This is a very good point. We mail plants from hobbyist to hobbyist many times, using Priority Mail, which takes 3 days. Add 2 more days for the pre-shipping and post-arrival activity, and we have 5 days out of the water. That works very well. Years ago I wrapped a bunch of identical plants for mailing, using different packaging methods (damp plants in plastic sandwitch bag, the same, but with plants inside wet paper towel, and the same, with a little water in the bag) then I put them in the back seat of my car for 3 days, and did my usual driving around, parking, etc. Another day later I opened the boxes of plants, and all of them survived equally well.
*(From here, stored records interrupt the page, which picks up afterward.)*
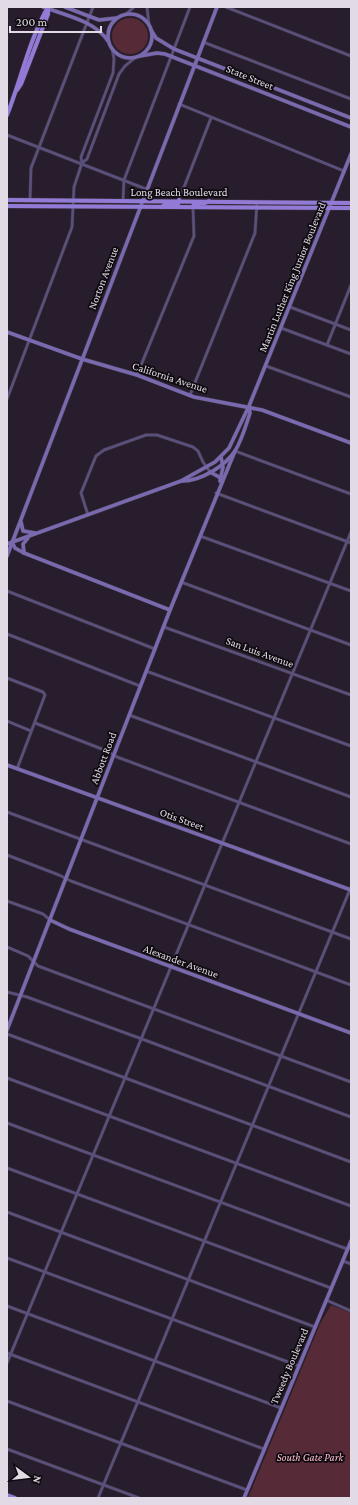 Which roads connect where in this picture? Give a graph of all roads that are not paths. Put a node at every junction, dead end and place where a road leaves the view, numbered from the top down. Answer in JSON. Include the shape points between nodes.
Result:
{"nodes":[{"id":1,"x":64,"y":7,"type":"edge"},
{"id":2,"x":93,"y":7,"type":"edge"},
{"id":3,"x":134,"y":7,"type":"edge"},
{"id":4,"x":146,"y":7,"type":"edge"},
{"id":5,"x":190,"y":7,"type":"edge"},
{"id":6,"x":217,"y":7,"type":"edge"},
{"id":7,"x":226,"y":7,"type":"edge"},
{"id":8,"x":46,"y":8,"type":"edge"},
{"id":9,"x":125,"y":15,"type":"junction"},
{"id":10,"x":89,"y":17,"type":"junction"},
{"id":11,"x":118,"y":18,"type":"junction"},
{"id":12,"x":86,"y":24,"type":"junction"},
{"id":13,"x":149,"y":25,"type":"junction"},
{"id":14,"x":151,"y":30,"type":"junction"},
{"id":15,"x":203,"y":42,"type":"junction"},
{"id":16,"x":109,"y":43,"type":"junction"},
{"id":17,"x":112,"y":48,"type":"junction"},
{"id":18,"x":174,"y":49,"type":"junction"},
{"id":19,"x":171,"y":56,"type":"junction"},
{"id":20,"x":351,"y":56,"type":"edge"},
{"id":21,"x":138,"y":57,"type":"junction"},
{"id":22,"x":197,"y":58,"type":"junction"},
{"id":23,"x":195,"y":65,"type":"junction"},
{"id":24,"x":274,"y":89,"type":"junction"},
{"id":25,"x":271,"y":95,"type":"junction"},
{"id":26,"x":351,"y":99,"type":"edge"},
{"id":27,"x":179,"y":104,"type":"junction"},
{"id":28,"x":7,"y":115,"type":"edge"},
{"id":29,"x":211,"y":118,"type":"junction"},
{"id":30,"x":351,"y":118,"type":"edge"},
{"id":31,"x":351,"y":127,"type":"edge"},
{"id":32,"x":7,"y":135,"type":"edge"},
{"id":33,"x":39,"y":146,"type":"junction"},
{"id":34,"x":351,"y":154,"type":"edge"},
{"id":35,"x":82,"y":163,"type":"junction"},
{"id":36,"x":345,"y":171,"type":"junction"},
{"id":37,"x":124,"y":180,"type":"junction"},
{"id":38,"x":146,"y":189,"type":"junction"},
{"id":39,"x":7,"y":200,"type":"edge"},
{"id":40,"x":30,"y":200,"type":"junction"},
{"id":41,"x":72,"y":200,"type":"junction"},
{"id":42,"x":123,"y":200,"type":"junction"},
{"id":43,"x":142,"y":200,"type":"junction"},
{"id":44,"x":179,"y":200,"type":"junction"},
{"id":45,"x":209,"y":200,"type":"junction"},
{"id":46,"x":257,"y":201,"type":"junction"},
{"id":47,"x":332,"y":202,"type":"junction"},
{"id":48,"x":351,"y":203,"type":"edge"},
{"id":49,"x":7,"y":206,"type":"edge"},
{"id":50,"x":72,"y":207,"type":"junction"},
{"id":51,"x":139,"y":207,"type":"junction"},
{"id":52,"x":162,"y":207,"type":"junction"},
{"id":53,"x":193,"y":207,"type":"junction"},
{"id":54,"x":257,"y":208,"type":"junction"},
{"id":55,"x":330,"y":208,"type":"junction"},
{"id":56,"x":351,"y":208,"type":"edge"},
{"id":57,"x":351,"y":285,"type":"edge"},
{"id":58,"x":290,"y":307,"type":"junction"},
{"id":59,"x":335,"y":324,"type":"junction"},
{"id":60,"x":281,"y":328,"type":"junction"},
{"id":61,"x":351,"y":330,"type":"edge"},
{"id":62,"x":7,"y":332,"type":"edge"},
{"id":63,"x":30,"y":340,"type":"junction"},
{"id":64,"x":327,"y":345,"type":"junction"},
{"id":65,"x":351,"y":354,"type":"edge"},
{"id":66,"x":82,"y":359,"type":"junction"},
{"id":67,"x":266,"y":366,"type":"junction"},
{"id":68,"x":137,"y":375,"type":"junction"},
{"id":69,"x":190,"y":395,"type":"junction"},
{"id":70,"x":351,"y":397,"type":"edge"},
{"id":71,"x":7,"y":399,"type":"edge"},
{"id":72,"x":249,"y":406,"type":"junction"},
{"id":73,"x":351,"y":443,"type":"edge"},
{"id":74,"x":235,"y":450,"type":"junction"},
{"id":75,"x":221,"y":457,"type":"junction"},
{"id":76,"x":223,"y":463,"type":"junction"},
{"id":77,"x":206,"y":467,"type":"junction"},
{"id":78,"x":210,"y":472,"type":"junction"},
{"id":79,"x":221,"y":478,"type":"junction"},
{"id":80,"x":181,"y":481,"type":"junction"},
{"id":81,"x":216,"y":493,"type":"junction"},
{"id":82,"x":351,"y":494,"type":"edge"},
{"id":83,"x":23,"y":514,"type":"junction"},
{"id":84,"x":88,"y":515,"type":"junction"},
{"id":85,"x":351,"y":532,"type":"edge"},
{"id":86,"x":38,"y":533,"type":"junction"},
{"id":87,"x":29,"y":536,"type":"junction"},
{"id":88,"x":200,"y":536,"type":"junction"},
{"id":89,"x":12,"y":542,"type":"junction"},
{"id":90,"x":347,"y":542,"type":"junction"},
{"id":91,"x":351,"y":543,"type":"edge"},
{"id":92,"x":7,"y":544,"type":"edge"},
{"id":93,"x":24,"y":553,"type":"junction"},
{"id":94,"x":7,"y":556,"type":"edge"},
{"id":95,"x":181,"y":582,"type":"junction"},
{"id":96,"x":330,"y":583,"type":"junction"},
{"id":97,"x":351,"y":591,"type":"edge"},
{"id":98,"x":7,"y":592,"type":"edge"},
{"id":99,"x":170,"y":610,"type":"junction"},
{"id":100,"x":164,"y":626,"type":"junction"},
{"id":101,"x":311,"y":630,"type":"junction"},
{"id":102,"x":7,"y":634,"type":"edge"},
{"id":103,"x":351,"y":644,"type":"edge"},
{"id":104,"x":155,"y":649,"type":"junction"},
{"id":105,"x":146,"y":670,"type":"junction"},
{"id":106,"x":292,"y":673,"type":"junction"},
{"id":107,"x":7,"y":678,"type":"edge"},
{"id":108,"x":140,"y":686,"type":"junction"},
{"id":109,"x":351,"y":695,"type":"edge"},
{"id":110,"x":129,"y":715,"type":"junction"},
{"id":111,"x":274,"y":718,"type":"junction"},
{"id":112,"x":7,"y":721,"type":"edge"},
{"id":113,"x":35,"y":723,"type":"junction"},
{"id":114,"x":31,"y":731,"type":"junction"},
{"id":115,"x":351,"y":746,"type":"edge"},
{"id":116,"x":114,"y":755,"type":"junction"},
{"id":117,"x":256,"y":762,"type":"junction"},
{"id":118,"x":7,"y":766,"type":"edge"},
{"id":119,"x":17,"y":769,"type":"junction"},
{"id":120,"x":351,"y":797,"type":"edge"},
{"id":121,"x":96,"y":799,"type":"junction"},
{"id":122,"x":239,"y":802,"type":"junction"},
{"id":123,"x":7,"y":812,"type":"edge"},
{"id":124,"x":81,"y":840,"type":"junction"},
{"id":125,"x":222,"y":844,"type":"junction"},
{"id":126,"x":351,"y":844,"type":"edge"},
{"id":127,"x":7,"y":855,"type":"edge"},
{"id":128,"x":66,"y":878,"type":"junction"},
{"id":129,"x":206,"y":885,"type":"junction"},
{"id":130,"x":351,"y":889,"type":"edge"},
{"id":131,"x":7,"y":901,"type":"edge"},
{"id":132,"x":50,"y":920,"type":"junction"},
{"id":133,"x":189,"y":925,"type":"junction"},
{"id":134,"x":332,"y":932,"type":"junction"},
{"id":135,"x":351,"y":939,"type":"edge"},
{"id":136,"x":7,"y":948,"type":"edge"},
{"id":137,"x":34,"y":961,"type":"junction"},
{"id":138,"x":172,"y":967,"type":"junction"},
{"id":139,"x":316,"y":972,"type":"junction"},
{"id":140,"x":351,"y":985,"type":"edge"},
{"id":141,"x":7,"y":992,"type":"edge"},
{"id":142,"x":20,"y":996,"type":"junction"},
{"id":143,"x":154,"y":1009,"type":"junction"},
{"id":144,"x":298,"y":1014,"type":"junction"},
{"id":145,"x":7,"y":1030,"type":"edge"},
{"id":146,"x":351,"y":1033,"type":"edge"},
{"id":147,"x":7,"y":1034,"type":"edge"},
{"id":148,"x":142,"y":1039,"type":"junction"},
{"id":149,"x":281,"y":1056,"type":"junction"},
{"id":150,"x":126,"y":1077,"type":"junction"},
{"id":151,"x":7,"y":1078,"type":"edge"},
{"id":152,"x":351,"y":1082,"type":"edge"},
{"id":153,"x":269,"y":1086,"type":"junction"},
{"id":154,"x":110,"y":1115,"type":"junction"},
{"id":155,"x":351,"y":1117,"type":"edge"},
{"id":156,"x":7,"y":1123,"type":"edge"},
{"id":157,"x":252,"y":1126,"type":"junction"},
{"id":158,"x":94,"y":1155,"type":"junction"},
{"id":159,"x":351,"y":1162,"type":"edge"},
{"id":160,"x":236,"y":1164,"type":"junction"},
{"id":161,"x":7,"y":1168,"type":"edge"},
{"id":162,"x":78,"y":1194,"type":"junction"},
{"id":163,"x":220,"y":1202,"type":"junction"},
{"id":164,"x":351,"y":1206,"type":"edge"},
{"id":165,"x":7,"y":1212,"type":"edge"},
{"id":166,"x":62,"y":1233,"type":"junction"},
{"id":167,"x":351,"y":1240,"type":"edge"},
{"id":168,"x":204,"y":1242,"type":"junction"},
{"id":169,"x":347,"y":1250,"type":"junction"},
{"id":170,"x":7,"y":1258,"type":"edge"},
{"id":171,"x":342,"y":1261,"type":"junction"},
{"id":172,"x":351,"y":1264,"type":"edge"},
{"id":173,"x":45,"y":1272,"type":"junction"},
{"id":174,"x":188,"y":1280,"type":"junction"},
{"id":175,"x":331,"y":1288,"type":"junction"},
{"id":176,"x":326,"y":1300,"type":"junction"},
{"id":177,"x":7,"y":1306,"type":"edge"},
{"id":178,"x":351,"y":1310,"type":"edge"},
{"id":179,"x":28,"y":1314,"type":"junction"},
{"id":180,"x":172,"y":1319,"type":"junction"},
{"id":181,"x":315,"y":1327,"type":"junction"},
{"id":182,"x":9,"y":1354,"type":"edge"},
{"id":183,"x":155,"y":1361,"type":"junction"},
{"id":184,"x":7,"y":1363,"type":"edge"},
{"id":185,"x":299,"y":1366,"type":"junction"},
{"id":186,"x":7,"y":1401,"type":"edge"},
{"id":187,"x":138,"y":1402,"type":"junction"},
{"id":188,"x":281,"y":1408,"type":"junction"},
{"id":189,"x":120,"y":1443,"type":"junction"},
{"id":190,"x":7,"y":1449,"type":"edge"},
{"id":191,"x":264,"y":1449,"type":"junction"},
{"id":192,"x":104,"y":1484,"type":"junction"},
{"id":193,"x":247,"y":1490,"type":"junction"},
{"id":194,"x":7,"y":1495,"type":"edge"},
{"id":195,"x":15,"y":1498,"type":"edge"},
{"id":196,"x":98,"y":1498,"type":"edge"},
{"id":197,"x":139,"y":1498,"type":"edge"},
{"id":198,"x":244,"y":1498,"type":"edge"}],
"edges":[{"from":1,"to":10,"type":"main road"},
{"from":2,"to":10,"type":"street"},
{"from":3,"to":9,"type":"street"},
{"from":4,"to":13,"type":"street"},
{"from":5,"to":18,"type":"street"},
{"from":6,"to":15,"type":"main road","name":"Norton Avenue"},
{"from":7,"to":20,"type":"street"},
{"from":8,"to":12,"type":"main road"},
{"from":8,"to":28,"type":"main road","via":[[48,13]]},
{"from":9,"to":11,"type":"main road"},
{"from":9,"to":13,"type":"main road","via":[[139,16]]},
{"from":10,"to":11,"type":"main road","via":[[99,20]]},
{"from":10,"to":12,"type":"street"},
{"from":11,"to":16,"type":"main road","via":[[111,26]]},
{"from":12,"to":16,"type":"main road","via":[[98,29]]},
{"from":12,"to":33,"type":"street"},
{"from":13,"to":14,"type":"main road"},
{"from":14,"to":18,"type":"main road","name":"State Street","via":[[156,38]]},
{"from":14,"to":21,"type":"main road","via":[[149,47]]},
{"from":15,"to":22,"type":"main road","name":"Norton Avenue"},
{"from":15,"to":26,"type":"street"},
{"from":16,"to":17,"type":"main road"},
{"from":17,"to":21,"type":"main road","via":[[122,57]]},
{"from":17,"to":35,"type":"street","via":[[113,73],[81,157]]},
{"from":18,"to":19,"type":"street"},
{"from":18,"to":22,"type":"main road","name":"State Street"},
{"from":19,"to":21,"type":"main road","name":"State Street","via":[[157,53]]},
{"from":19,"to":23,"type":"main road","name":"State Street"},
{"from":19,"to":37,"type":"street"},
{"from":21,"to":35,"type":"street","via":[[119,74],[87,159]]},
{"from":22,"to":23,"type":"main road","name":"Norton Avenue"},
{"from":22,"to":24,"type":"main road","name":"State Street"},
{"from":23,"to":25,"type":"main road","name":"State Street"},
{"from":23,"to":27,"type":"main road","name":"Norton Avenue"},
{"from":24,"to":25,"type":"main road"},
{"from":24,"to":30,"type":"main road","name":"State Street"},
{"from":25,"to":31,"type":"main road","name":"State Street"},
{"from":27,"to":29,"type":"street"},
{"from":27,"to":38,"type":"main road","name":"Norton Avenue"},
{"from":29,"to":36,"type":"street"},
{"from":29,"to":44,"type":"street"},
{"from":32,"to":33,"type":"street"},
{"from":33,"to":35,"type":"street"},
{"from":33,"to":40,"type":"street","via":[[31,168]]},
{"from":34,"to":36,"type":"main road","name":"Martin Luther King Junior Boulevard"},
{"from":35,"to":37,"type":"street"},
{"from":35,"to":41,"type":"street"},
{"from":36,"to":47,"type":"main road","name":"Martin Luther King Junior Boulevard"},
{"from":37,"to":38,"type":"street"},
{"from":37,"to":42,"type":"street"},
{"from":38,"to":43,"type":"main road","name":"Norton Avenue"},
{"from":39,"to":40,"type":"main road","name":"Long Beach Boulevard"},
{"from":40,"to":41,"type":"main road","name":"Long Beach Boulevard"},
{"from":41,"to":42,"type":"main road","name":"Long Beach Boulevard"},
{"from":41,"to":50,"type":"street"},
{"from":42,"to":43,"type":"main road","name":"Long Beach Boulevard"},
{"from":43,"to":44,"type":"main road","name":"Long Beach Boulevard"},
{"from":43,"to":51,"type":"main road","name":"Norton Avenue"},
{"from":44,"to":45,"type":"main road","name":"Long Beach Boulevard"},
{"from":44,"to":52,"type":"main road","via":[[178,204]]},
{"from":45,"to":46,"type":"main road","name":"Long Beach Boulevard"},
{"from":45,"to":53,"type":"main road"},
{"from":46,"to":47,"type":"main road","name":"Long Beach Boulevard"},
{"from":46,"to":54,"type":"street"},
{"from":47,"to":48,"type":"main road","name":"Long Beach Boulevard"},
{"from":47,"to":55,"type":"main road","name":"Martin Luther King Junior Boulevard"},
{"from":49,"to":50,"type":"main road","name":"Long Beach Boulevard"},
{"from":50,"to":51,"type":"main road","name":"Long Beach Boulevard"},
{"from":50,"to":63,"type":"street","via":[[72,227]]},
{"from":51,"to":52,"type":"main road","name":"Long Beach Boulevard"},
{"from":51,"to":66,"type":"main road","name":"Norton Avenue"},
{"from":52,"to":53,"type":"main road","name":"Long Beach Boulevard"},
{"from":53,"to":54,"type":"main road","name":"Long Beach Boulevard"},
{"from":53,"to":68,"type":"street","via":[[194,236]]},
{"from":54,"to":55,"type":"main road","name":"Long Beach Boulevard"},
{"from":54,"to":69,"type":"street","via":[[255,233]]},
{"from":55,"to":56,"type":"main road","name":"Long Beach Boulevard"},
{"from":55,"to":58,"type":"main road","name":"Martin Luther King Junior Boulevard"},
{"from":57,"to":59,"type":"street"},
{"from":58,"to":59,"type":"street"},
{"from":58,"to":60,"type":"main road","name":"Martin Luther King Junior Boulevard"},
{"from":59,"to":61,"type":"street"},
{"from":59,"to":64,"type":"street"},
{"from":60,"to":64,"type":"street"},
{"from":60,"to":67,"type":"main road","name":"Martin Luther King Junior Boulevard"},
{"from":62,"to":63,"type":"main road","name":"California Avenue"},
{"from":63,"to":66,"type":"main road","name":"California Avenue"},
{"from":63,"to":71,"type":"street"},
{"from":64,"to":65,"type":"street"},
{"from":66,"to":68,"type":"main road","name":"California Avenue"},
{"from":66,"to":83,"type":"main road","name":"Norton Avenue"},
{"from":67,"to":70,"type":"street"},
{"from":67,"to":72,"type":"main road","name":"Martin Luther King Junior Boulevard"},
{"from":68,"to":69,"type":"main road","name":"California Avenue"},
{"from":69,"to":72,"type":"main road","name":"California Avenue"},
{"from":72,"to":73,"type":"main road","name":"California Avenue"},
{"from":72,"to":74,"type":"main road","name":"Martin Luther King Junior Boulevard","via":[[250,413]]},
{"from":72,"to":75,"type":"main road","name":"Martin Luther King Junior Boulevard","via":[[233,441]]},
{"from":74,"to":76,"type":"main road","name":"Martin Luther King Junior Boulevard"},
{"from":74,"to":81,"type":"main road","name":"Abbott Road"},
{"from":74,"to":82,"type":"street"},
{"from":75,"to":76,"type":"main road","name":"Abbott Road"},
{"from":75,"to":77,"type":"main road","name":"Martin Luther King Junior Boulevard"},
{"from":76,"to":78,"type":"main road","name":"Martin Luther King Junior Boulevard"},
{"from":76,"to":79,"type":"main road","name":"Abbott Road"},
{"from":77,"to":78,"type":"street"},
{"from":77,"to":80,"type":"main road","name":"Martin Luther King Junior Boulevard"},
{"from":77,"to":84,"type":"street","via":[[196,448],[157,435],[146,435],[104,450],[93,460],[82,490]]},
{"from":78,"to":79,"type":"main road"},
{"from":78,"to":80,"type":"main road","name":"Martin Luther King Junior Boulevard","via":[[188,481]]},
{"from":79,"to":81,"type":"main road","name":"Abbott Road"},
{"from":80,"to":84,"type":"main road","name":"Martin Luther King Junior Boulevard"},
{"from":81,"to":88,"type":"main road","name":"Abbott Road"},
{"from":81,"to":90,"type":"street"},
{"from":83,"to":86,"type":"main road","via":[[23,531]]},
{"from":83,"to":89,"type":"main road","name":"Norton Avenue"},
{"from":84,"to":86,"type":"main road","name":"Martin Luther King Junior Boulevard"},
{"from":85,"to":90,"type":"street"},
{"from":86,"to":87,"type":"main road","name":"Martin Luther King Junior Boulevard"},
{"from":87,"to":89,"type":"main road","name":"Martin Luther King Junior Boulevard"},
{"from":87,"to":93,"type":"main road","via":[[23,544]]},
{"from":88,"to":95,"type":"main road","name":"Abbott Road"},
{"from":88,"to":96,"type":"street"},
{"from":89,"to":92,"type":"main road","name":"Martin Luther King Junior Boulevard"},
{"from":89,"to":93,"type":"main road","via":[[15,548]]},
{"from":89,"to":94,"type":"main road","name":"Norton Avenue"},
{"from":90,"to":91,"type":"street"},
{"from":90,"to":96,"type":"street"},
{"from":93,"to":99,"type":"main road"},
{"from":95,"to":99,"type":"main road","name":"Abbott Road"},
{"from":95,"to":101,"type":"street"},
{"from":96,"to":97,"type":"street"},
{"from":96,"to":101,"type":"street"},
{"from":98,"to":104,"type":"street"},
{"from":99,"to":100,"type":"main road","name":"Abbott Road"},
{"from":100,"to":104,"type":"main road","name":"Abbott Road"},
{"from":100,"to":106,"type":"street","name":"San Luis Avenue"},
{"from":101,"to":103,"type":"street"},
{"from":101,"to":106,"type":"street"},
{"from":102,"to":108,"type":"street"},
{"from":104,"to":105,"type":"main road","name":"Abbott Road"},
{"from":105,"to":108,"type":"main road","name":"Abbott Road"},
{"from":105,"to":111,"type":"street"},
{"from":106,"to":109,"type":"street","name":"San Luis Avenue"},
{"from":106,"to":111,"type":"street"},
{"from":107,"to":113,"type":"street","via":[[45,693]]},
{"from":108,"to":110,"type":"main road","name":"Abbott Road"},
{"from":110,"to":116,"type":"main road","name":"Abbott Road"},
{"from":110,"to":117,"type":"street"},
{"from":111,"to":115,"type":"street"},
{"from":111,"to":117,"type":"street"},
{"from":112,"to":114,"type":"street"},
{"from":113,"to":114,"type":"street"},
{"from":113,"to":116,"type":"street"},
{"from":114,"to":119,"type":"street"},
{"from":116,"to":121,"type":"main road","name":"Abbott Road"},
{"from":116,"to":122,"type":"street"},
{"from":117,"to":120,"type":"street"},
{"from":117,"to":122,"type":"street"},
{"from":118,"to":119,"type":"main road","name":"Otis Street"},
{"from":119,"to":121,"type":"main road","name":"Otis Street"},
{"from":121,"to":124,"type":"main road","name":"Abbott Road"},
{"from":121,"to":125,"type":"main road","name":"Otis Street"},
{"from":122,"to":125,"type":"street"},
{"from":122,"to":126,"type":"street"},
{"from":123,"to":124,"type":"street"},
{"from":124,"to":128,"type":"main road","name":"Abbott Road"},
{"from":124,"to":129,"type":"street"},
{"from":125,"to":129,"type":"street"},
{"from":125,"to":130,"type":"main road","name":"Otis Street"},
{"from":127,"to":128,"type":"street"},
{"from":128,"to":132,"type":"main road","name":"Abbott Road"},
{"from":128,"to":133,"type":"street"},
{"from":129,"to":133,"type":"street"},
{"from":129,"to":134,"type":"street"},
{"from":130,"to":134,"type":"street"},
{"from":131,"to":132,"type":"street","name":"Alexander Avenue","via":[[43,914]]},
{"from":132,"to":137,"type":"main road","name":"Abbott Road"},
{"from":132,"to":138,"type":"main road","name":"Alexander Avenue"},
{"from":133,"to":138,"type":"street"},
{"from":133,"to":139,"type":"street"},
{"from":134,"to":135,"type":"street"},
{"from":134,"to":139,"type":"street"},
{"from":136,"to":137,"type":"street"},
{"from":137,"to":142,"type":"main road","name":"Abbott Road"},
{"from":137,"to":143,"type":"street","via":[[38,966]]},
{"from":138,"to":143,"type":"street"},
{"from":138,"to":144,"type":"main road","name":"Alexander Avenue"},
{"from":139,"to":140,"type":"street"},
{"from":139,"to":144,"type":"street"},
{"from":141,"to":142,"type":"street"},
{"from":142,"to":145,"type":"main road","name":"Abbott Road"},
{"from":142,"to":148,"type":"street"},
{"from":143,"to":148,"type":"street"},
{"from":143,"to":149,"type":"street"},
{"from":144,"to":146,"type":"main road","name":"Alexander Avenue"},
{"from":144,"to":149,"type":"street"},
{"from":147,"to":150,"type":"street"},
{"from":148,"to":150,"type":"street"},
{"from":148,"to":153,"type":"street"},
{"from":149,"to":152,"type":"street"},
{"from":149,"to":153,"type":"street"},
{"from":150,"to":154,"type":"street"},
{"from":150,"to":157,"type":"street"},
{"from":151,"to":154,"type":"street"},
{"from":153,"to":155,"type":"street"},
{"from":153,"to":157,"type":"street"},
{"from":154,"to":158,"type":"street"},
{"from":154,"to":160,"type":"street"},
{"from":156,"to":158,"type":"street"},
{"from":157,"to":159,"type":"street"},
{"from":157,"to":160,"type":"street"},
{"from":158,"to":162,"type":"street"},
{"from":158,"to":163,"type":"street"},
{"from":160,"to":163,"type":"street"},
{"from":160,"to":164,"type":"street"},
{"from":161,"to":162,"type":"street"},
{"from":162,"to":166,"type":"street"},
{"from":162,"to":168,"type":"street"},
{"from":163,"to":168,"type":"street"},
{"from":163,"to":169,"type":"street"},
{"from":165,"to":166,"type":"street"},
{"from":166,"to":173,"type":"street"},
{"from":166,"to":174,"type":"street"},
{"from":167,"to":169,"type":"main road","name":"Tweedy Boulevard"},
{"from":168,"to":174,"type":"street"},
{"from":168,"to":175,"type":"street"},
{"from":169,"to":171,"type":"main road","name":"Tweedy Boulevard"},
{"from":170,"to":173,"type":"street"},
{"from":171,"to":172,"type":"street"},
{"from":171,"to":175,"type":"main road","name":"Tweedy Boulevard"},
{"from":173,"to":179,"type":"street"},
{"from":173,"to":180,"type":"street"},
{"from":174,"to":180,"type":"street"},
{"from":174,"to":181,"type":"street"},
{"from":175,"to":176,"type":"main road","name":"Tweedy Boulevard"},
{"from":176,"to":178,"type":"street"},
{"from":176,"to":181,"type":"main road","name":"Tweedy Boulevard"},
{"from":177,"to":179,"type":"street"},
{"from":179,"to":182,"type":"street"},
{"from":179,"to":183,"type":"street"},
{"from":180,"to":183,"type":"street"},
{"from":180,"to":185,"type":"street"},
{"from":181,"to":185,"type":"main road","name":"Tweedy Boulevard"},
{"from":182,"to":184,"type":"street"},
{"from":182,"to":187,"type":"street"},
{"from":183,"to":187,"type":"street"},
{"from":183,"to":188,"type":"street"},
{"from":185,"to":188,"type":"main road","name":"Tweedy Boulevard"},
{"from":186,"to":189,"type":"street"},
{"from":187,"to":189,"type":"street"},
{"from":187,"to":191,"type":"street"},
{"from":188,"to":191,"type":"main road","name":"Tweedy Boulevard"},
{"from":189,"to":192,"type":"street"},
{"from":189,"to":193,"type":"street"},
{"from":190,"to":192,"type":"street"},
{"from":191,"to":193,"type":"main road","name":"Tweedy Boulevard"},
{"from":192,"to":196,"type":"street"},
{"from":192,"to":197,"type":"street"},
{"from":193,"to":198,"type":"main road","name":"Tweedy Boulevard"},
{"from":194,"to":195,"type":"main road"}]}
That convinced me that it isn't at all critical how you handle plants that are damp if you want them to survive.


----------



## DutchMuch (Apr 12, 2017)

Thanks guys! ill update this when we begin to move should be may 4th around there.


----------



## smatos69 (May 18, 2018)

Hi, all.

About moving plants: some can be a little fragile; swords and crypts tend to break the leaves at the base - normally stemplants are more flexible. Carpets are best taken out of substrate, cleaned and replanted on arrival.
Can you get a couple of 2Gal jugs of spring water with screw-on caps? Fill them with tank water drop all your larger plants into one and screw on cap. In the other put in a heater, and an airstone then (this takes time and patience) drop in each fish.
Airstone connects to 12V though Auto/Car AC/DC inverter.
I did this earlier this year - out of some 30 fish I only lost two.
About the tanks, it's by far the easiestway (and remember: water is VERY heavy...) to drain the water as much as possible, also avoids 'rearranging' your substrate while taking curves on the road.

Good luck!


----------



## DutchMuch (Apr 12, 2017)

Ok well we moved,
i drained ALL the tank water (except 1/6th of an inch) and laid 3 layers of paper towels on top of all the plants (trimmed). Everything made it!


----------